На следующий вечер после моего был спектакль по стихам китайского поэта, эмигрировавшего после культурной революции во Францию. Он сидел в инвалидной коляске возле сцены и после того, как актеры попели, на разные лады покричали, слегка пританцовывая, и прошептали его стихи, он сам выехал на сцену, развернул мощно коляску к зрителям и замер, уставясь в потолок. К нему подошел Франсуа и стал рядом, руки по швам. С другой стороны подошла актриса с текстами стихов и протянула ему первый лист. Поэт в недоумении посмотрел на нее и поднял руку, но, когда лист коснулся ладони, он сразу же ее отдернул. Так повторялось несколько раз, но наконец он взял-таки этот лист и стал выкрикивать отдельные звуки — а, б, с — со страшной шаманской энергией. Немного похоже на Пригова. Слова не имеют значения, важна только беззвучная сила за ними, это и есть шаманство, заклинания, но поскольку звуки эти не сакральны, то выходило просто излияние скрытой витальности, которой было много в этом калеке. В программе было написано, что он в основном художник, увечье его не имело отношения к культурной революции. После прочтения он передавал лист Франсуа, и тот мял, рвал и бросал его на пол с явным удовольствием. Означало ли это своего рода жертвоприношение слова или подчеркивало единственность и уникальность этого сиюминутного листа — не знаю. Но Франсуа во всем был значителен — что бы ни делал. Вообще они все были хорошие актеры и делали, что могли. Но бедная, бедная поэзия! Она боится театра. Я сама могу любить Театр не меньше Белинского и тянуться к Нему: я выросла в Театре, я читала стихи в подвальном театрике “Приют комедианта”, где шел спектакль, поставленный Юрием Томашевским по моей “Повести о Лисе”… И все же я понимаю, насколько театр чужероден Поэзии, скрытной и таинственной. Хотя — пусть искажение, пусть даже легкое надругательство — мне это мило.
ПРОИСХОЖДЕНИЕ АРНО ЦАРТА
Году в 79-м мне захотелось сочинять стихи от имени мужчины: так, чтобы все поверили в его реальное существование, вроде Черубины де Габриак, только сильного пола. Имя дала ему Арно, в честь немецкого поэта Арно Хольца, чья статья о поэтическом ритме когда-то меня поразила: в ней говорилось о том, что каждая перемена чувства, изменение мысли в стихотворении должны сопровождаться трансформацией ритма. А фамилию придумала, отбросив первые две буквы светлого имени.
Представлялся он мне полурусским-полунемцем, худым и чуть выше среднего роста. Впоследствии, когда я нашла человека, согласившегося для смеха себя за него выдавать, внешность его (для других, по крайней мере) изменилась.
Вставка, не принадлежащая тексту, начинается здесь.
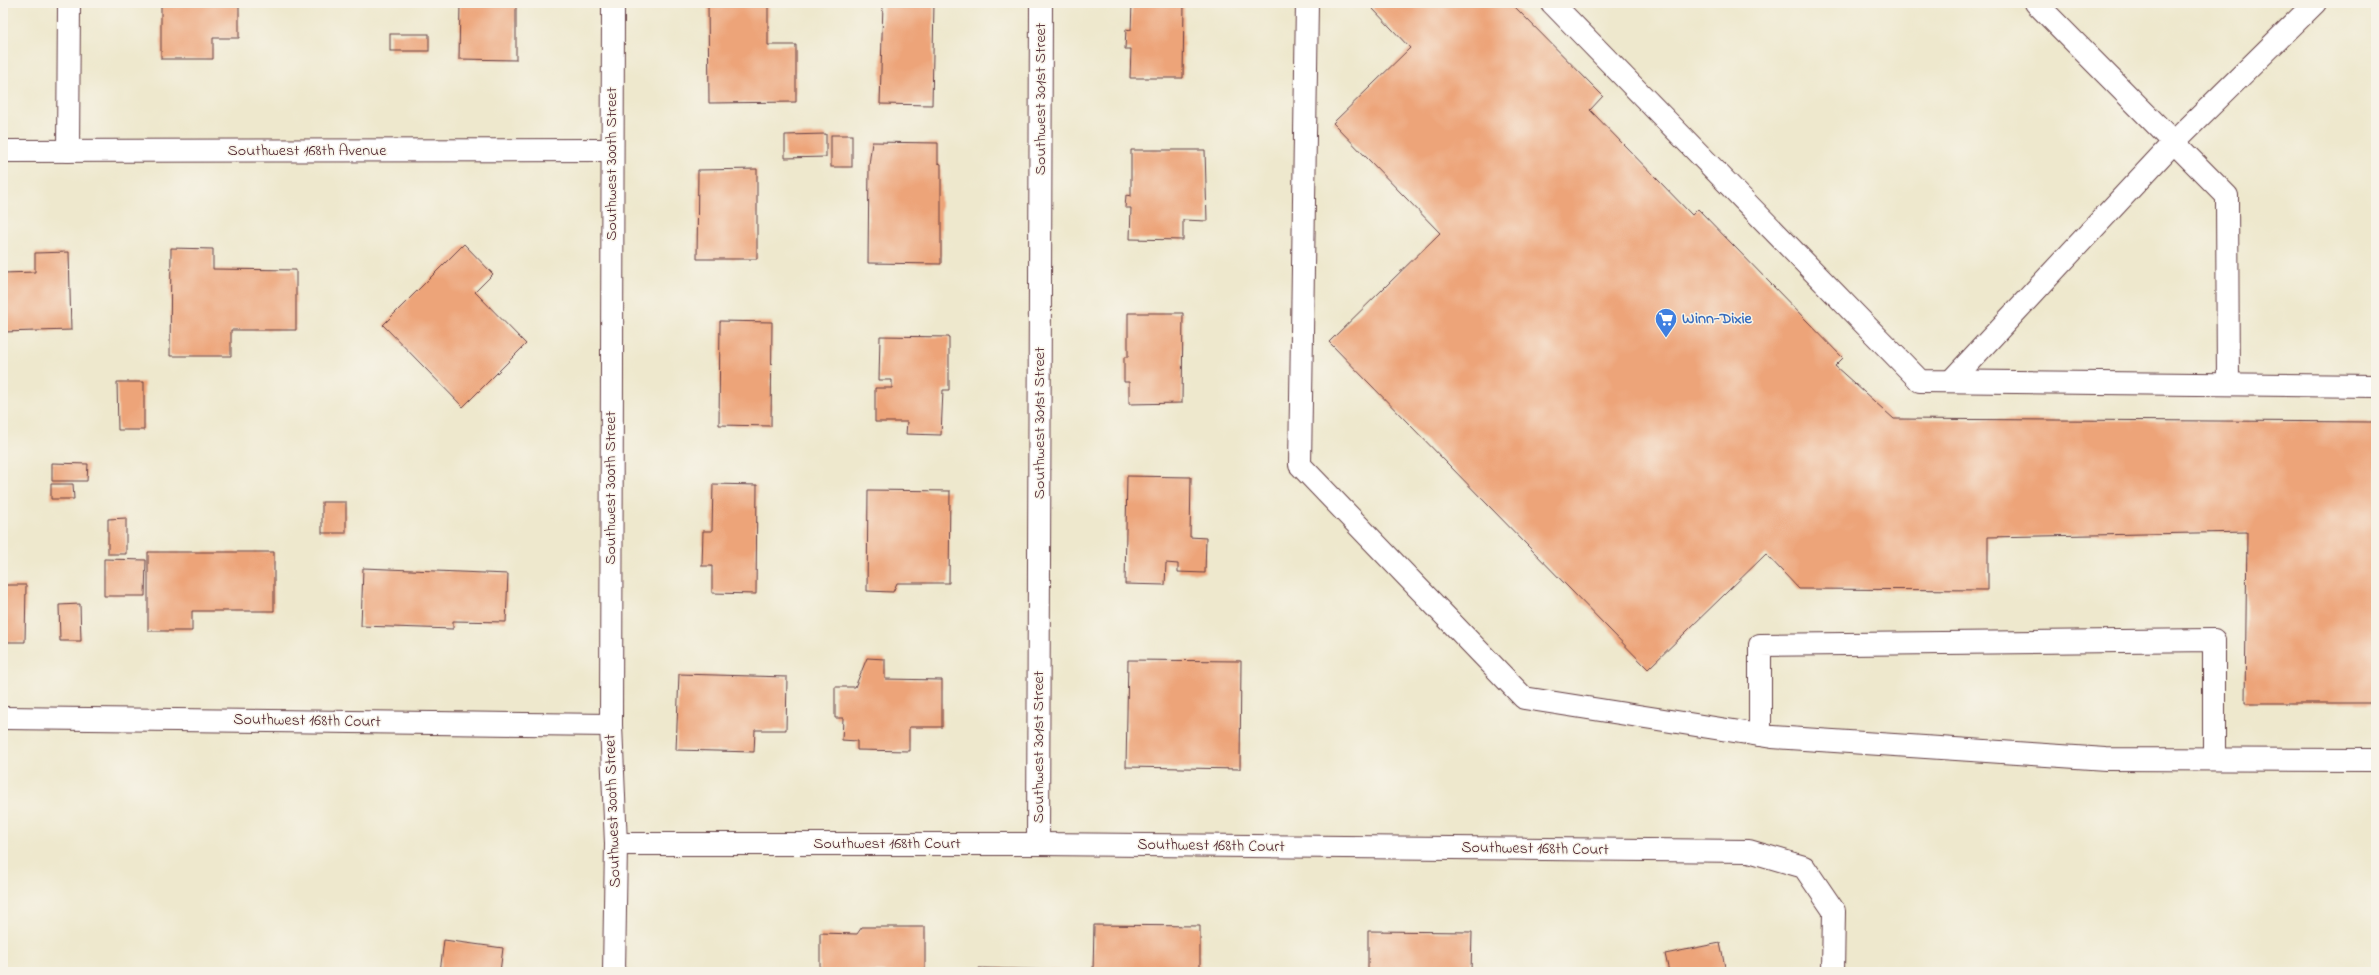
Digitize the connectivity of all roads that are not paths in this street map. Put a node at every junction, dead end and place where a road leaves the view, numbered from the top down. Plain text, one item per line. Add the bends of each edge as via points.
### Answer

Он стал двойником Юры Латышева, высоким, полноватым и с длинными светлыми волосами, которых у Юры не было, он надевал парик. В таком виде он предстал перед Виктором Кривулиным, которого первого я хотела с этим поэтом познакомить, чтобы Витя устроил ему чтение в “Клубе-81”. Так бы оно и вышло, если б меня не разоблачили раньше времени.